The Calculate-Basic includes everything you need for MOST situations.  The Calculate-Next Level is helpful if you're planning to file using paper forms, or if you want to predict your self-employment tax amount.



Gross Sales

AKA Gross Income / Total Deposits

Important: This number NEVER includes any sales tax collected. 

You need to have a total Gross Sales number, and a record to back this up. Perhaps you already have this total, or parts of it.......or perhaps you have to create it still.  Here are some options.


Different Ways to Keep / Create a Gross Sales Record

If you already have this record, great!  If you need to make one up for last year, read on! The basic process is:

1   Find the payment amounts
2   Make a Record
3   Find the Total
4   Format for the IRS

 

1 - Find the payment amounts

Here are all the places to look: 

- Bank Statements - look at deposit records
- Deposit Slips
- Copies of Receipts/Invoices
- Reports from Commerce sites
- Calendar - find all appointments and mark what you got paid for each

2 - Make a Record

Ideally, include the date, purchaser name, and amount of each.

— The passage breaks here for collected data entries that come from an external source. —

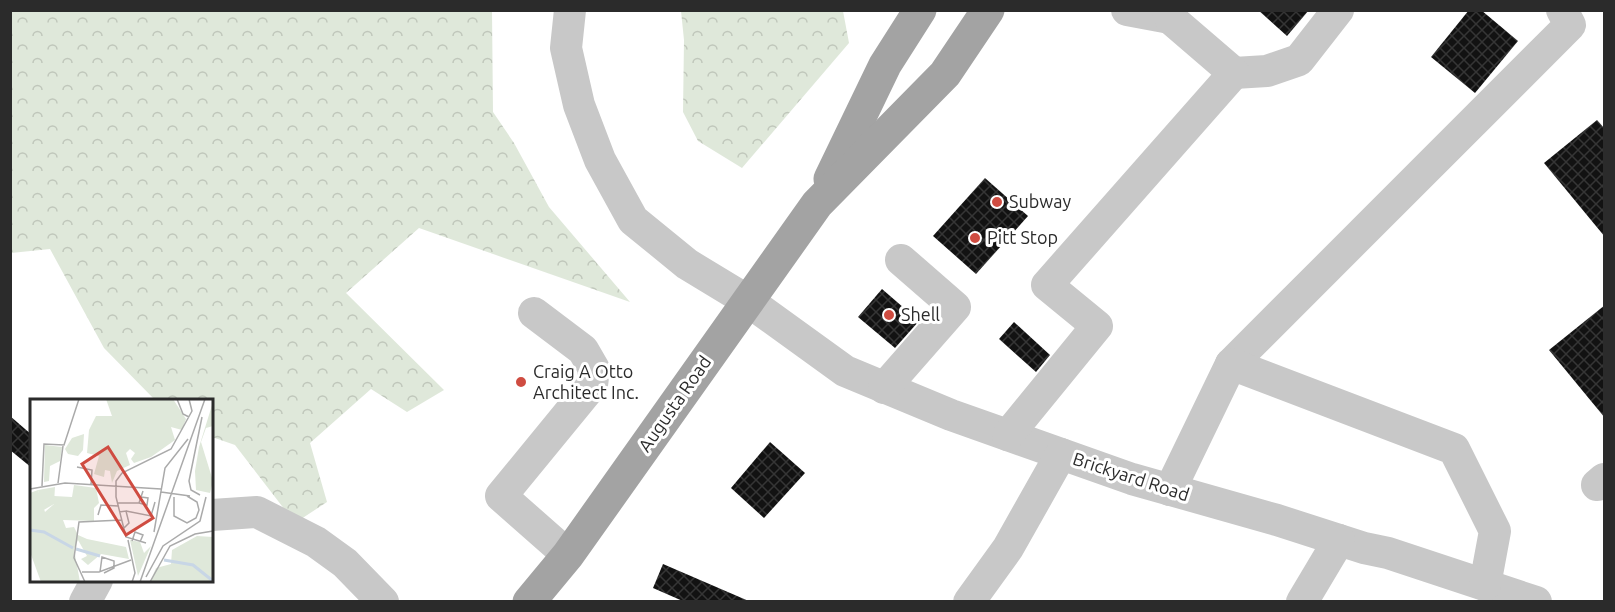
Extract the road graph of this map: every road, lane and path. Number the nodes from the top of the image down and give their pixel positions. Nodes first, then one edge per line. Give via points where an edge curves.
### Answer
1 (570, 10) edge
2 (920, 10) edge
3 (988, 10) edge
4 (1127, 10) edge
5 (1338, 10) edge
6 (1562, 10) edge
7 (1169, 14) edge
8 (1234, 73) junction
9 (817, 204) junction
10 (901, 260) dead end
11 (748, 301) junction
12 (534, 313) dead end
13 (1232, 364) junction
14 (884, 388) junction
15 (1008, 435) junction
16 (1061, 454) junction
17 (1170, 490) junction
18 (213, 516) edge
19 (1340, 540) junction
20 (568, 555) junction
21 (96, 582) edge
22 (1485, 585) junction
23 (85, 602) edge
24 (383, 602) edge
25 (529, 602) edge
26 (969, 602) edge
27 (1302, 602) edge
28 (1536, 602) edge

1 - 11 street, Brickyard Road via 566,48 579,105 600,160 633,219 687,264
2 - 9 main road, Augusta Road via 885,65
3 - 9 main road, Augusta Road via 945,74
4 - 7 street
5 - 8 street via 1299,60 1267,71
6 - 13 street via 1570,25
7 - 8 street
8 - 15 street via 1047,285 1096,326
9 - 11 main road, Augusta Road
10 - 14 street via 955,307
11 - 14 street, Brickyard Road via 845,370
11 - 20 main road, Augusta Road
12 - 20 street via 583,350 594,369 592,385 501,496
13 - 17 street
13 - 22 street via 1454,448 1495,531
14 - 15 street, Brickyard Road
15 - 16 street, Brickyard Road
16 - 17 street, Brickyard Road
16 - 26 street via 1008,548
17 - 19 street, Brickyard Road
18 - 24 street via 257,512 316,542 345,562
19 - 22 street, Brickyard Road
19 - 27 street
20 - 25 main road, Augusta Road
21 - 23 street
22 - 28 street, Brickyard Road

These are options for you to choose from:

- Keep a list of all payments in a notebook
- Record payments in a spreadsheet
- Print out all summary reports from websites you use, keep as your records
- Use software or an app (such as Quickbooks or Fresh Books)

3 - Find the Total

Add up all your numbers to find your Total Payments by customers. This is your Gross Sales.
Do NOT include any sales tax collected.

- Use calculator
- Put into a spreadsheet, and use formulas to add
- If using software, go to the Reports section to get the totals

4 - Format for the IRS

Did you get any 1099-MISCs or 1099-Ks for your business? These are simply proofs of payments that someone else made to your business. The numbers on these forms should already be included in your Gross Sales amount.

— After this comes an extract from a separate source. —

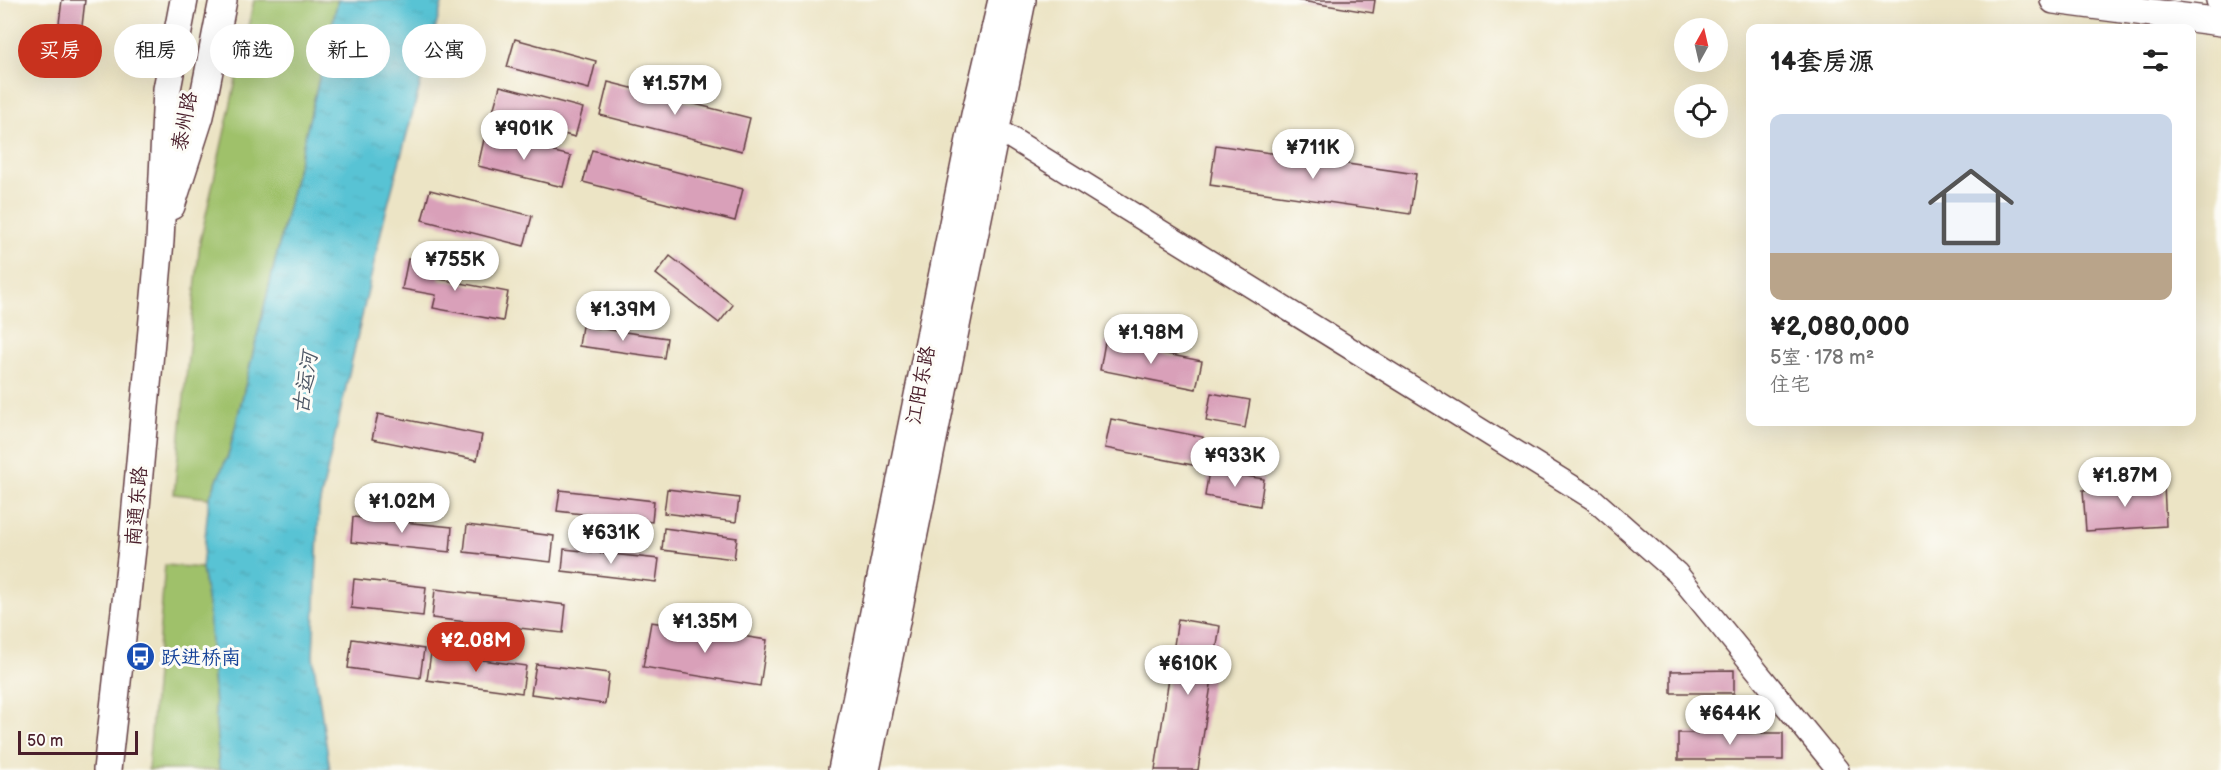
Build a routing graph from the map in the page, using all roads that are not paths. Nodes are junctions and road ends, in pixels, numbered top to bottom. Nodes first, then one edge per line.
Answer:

> If you're filing with Paper Forms, then you just report your Gross Sales, which includes the totals on these forms. You do NOT need to list out their amounts separately. 

> If you're filing with software or an accountant, they will ask you for your Gross Sales in parts. So you'll need to find the subtotals for:

___1099-MISCs
___1099-Ks
___ All other payments (including barter)
___ Total of Gross Sales


Expenses

Okay, options! Here are three of my favorite. There are more options and variations. Hopefully this will give you an overall idea, and you can create something that works for you. 

Note: For evidence of our business expenses, receipts from the purchase are best. The IRS will also accept bank and credit card statements.

Pen and Paper

With Receipts

1. Look at the categories of business expenses (on the Calculate-Basic sheet or the Schedule C)
2. Make piles with your receipts in each category.
3. Add up the totals for each, and fill in the chart. Perhaps write these amounts on pieces of paper to keep track, one for each category.
4. Suggested: staple each stack of receipts together.

With Bank Statements

1. Look at the categories of business expenses (on the Calculate-Basic sheet or the Schedule C)
2. Get a piece of paper for each category, label at the top.
3. Go through Bank Statements. Find each business expense. Highlight, circle, or underline it on the statement.
4. Decide which category the expense falls in. Write each expense on the corresponding piece of paper. (For example, if you see a line for "Office Max", write the amount on the paper that labeled "Office Expense".)
5. When all expenses have been recorded, add up to get the totals. Record on the Calculate-Basic worksheet by category.

Spreadsheet

1. Look at the categories of business expenses (on the Calculate-Basic sheet or the Schedule C)
2. Label a column or separate tab with each category. (Depending on how you like to work.)
3. Go through your receipts and Bank Statements. Find each business expense. Highlight, circle, or underline on the statement.
4. Decide which category the expense falls in. Add it to the column or the tab.
5. When all have been recorded, add up to get the totals. Record on the Calculate-Basic worksheet.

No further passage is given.